Would you please copy each line of the listing that mentions "roads"?

--------------------------------------------------

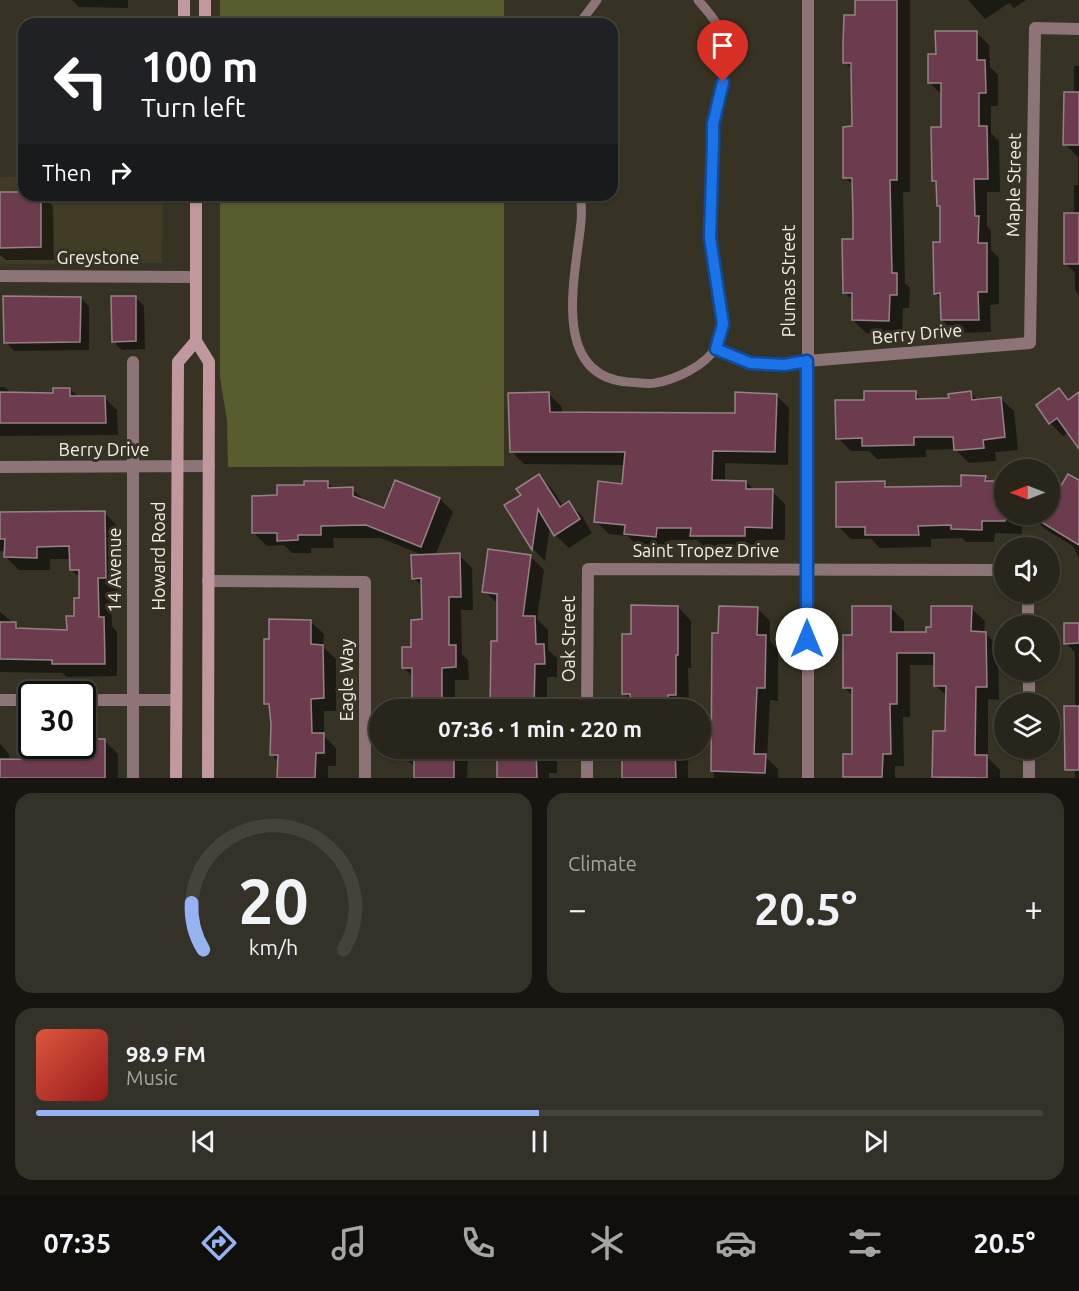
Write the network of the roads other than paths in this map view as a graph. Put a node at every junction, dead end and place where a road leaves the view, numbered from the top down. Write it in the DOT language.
graph roads {
  1 [pos="184,0"];
  2 [pos="205,0"];
  3 [pos="597,0"];
  4 [pos="698,0"];
  5 [pos="808,0"];
  6 [pos="184,18"];
  7 [pos="205,18"];
  8 [pos="584,18"];
  9 [pos="1079,28"];
  10 [pos="195,201"];
  11 [pos="581,201"];
  12 [pos="0,276"];
  13 [pos="196,277"];
  14 [pos="196,341"];
  15 [pos="1030,343"];
  16 [pos="716,349"];
  17 [pos="807,361"];
  18 [pos="133,362"];
  19 [pos="208,466"];
  20 [pos="0,467"];
  21 [pos="178,467"];
  22 [pos="133,468"];
  23 [pos="588,569"];
  24 [pos="807,570"];
  25 [pos="994,570"];
  26 [pos="208,581"];
  27 [pos="133,699"];
  28 [pos="587,699"];
  29 [pos="0,700"];
  30 [pos="18,700"];
  31 [pos="96,700"];
  32 [pos="176,700"];
  33 [pos="587,759"];
  34 [pos="1029,759"];
  35 [pos="134,778"];
  36 [pos="176,778"];
  37 [pos="208,778"];
  38 [pos="366,778"];
  39 [pos="587,778"];
  40 [pos="807,778"];
  41 [pos="1029,778"];
  1 -- 6 [label="main road"];
  2 -- 7 [label="main road"];
  3 -- 8 [label="lane"];
  4 -- 16 [label="lane"];
  5 -- 17 [label="street, Plumas Street"];
  9 -- 15 [label="street, Maple Street"];
  10 -- 13 [label="main road"];
  11 -- 16 [label="lane"];
  12 -- 13 [label="street, Greystone"];
  13 -- 14 [label="main road"];
  14 -- 19 [label="main road"];
  14 -- 21 [label="main road, Howard Road"];
  15 -- 17 [label="street, Berry Drive"];
  16 -- 17 [label="lane"];
  17 -- 24 [label="street, Plumas Street"];
  18 -- 22 [label="street, 14 Avenue"];
  19 -- 21 [label="street, Berry Drive"];
  19 -- 26 [label="main road"];
  20 -- 22 [label="street, Berry Drive"];
  21 -- 22 [label="street, Berry Drive"];
  21 -- 32 [label="main road, Howard Road"];
  22 -- 27 [label="street, 14 Avenue"];
  23 -- 24 [label="street, Saint Tropez Drive"];
  23 -- 28 [label="street, Oak Street"];
  24 -- 25 [label="street, Saint Tropez Drive"];
  24 -- 40 [label="street, Plumas Street"];
  26 -- 37 [label="main road"];
  26 -- 38 [label="street, Eagle Way"];
  27 -- 31 [label="street"];
  27 -- 32 [label="street"];
  27 -- 35 [label="street, 14 Avenue"];
  29 -- 30 [label="street"];
  32 -- 36 [label="main road, Howard Road"];
  33 -- 39 [label="street"];
  34 -- 41 [label="street"];
}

--------------------------------------------------

» ANSWER SECTION:
Write the network of the roads other than paths in this map view as a graph. Put a node at every junction, dead end and place where a road leaves the view, numbered from the top down. Write it in the DOT language.
graph roads {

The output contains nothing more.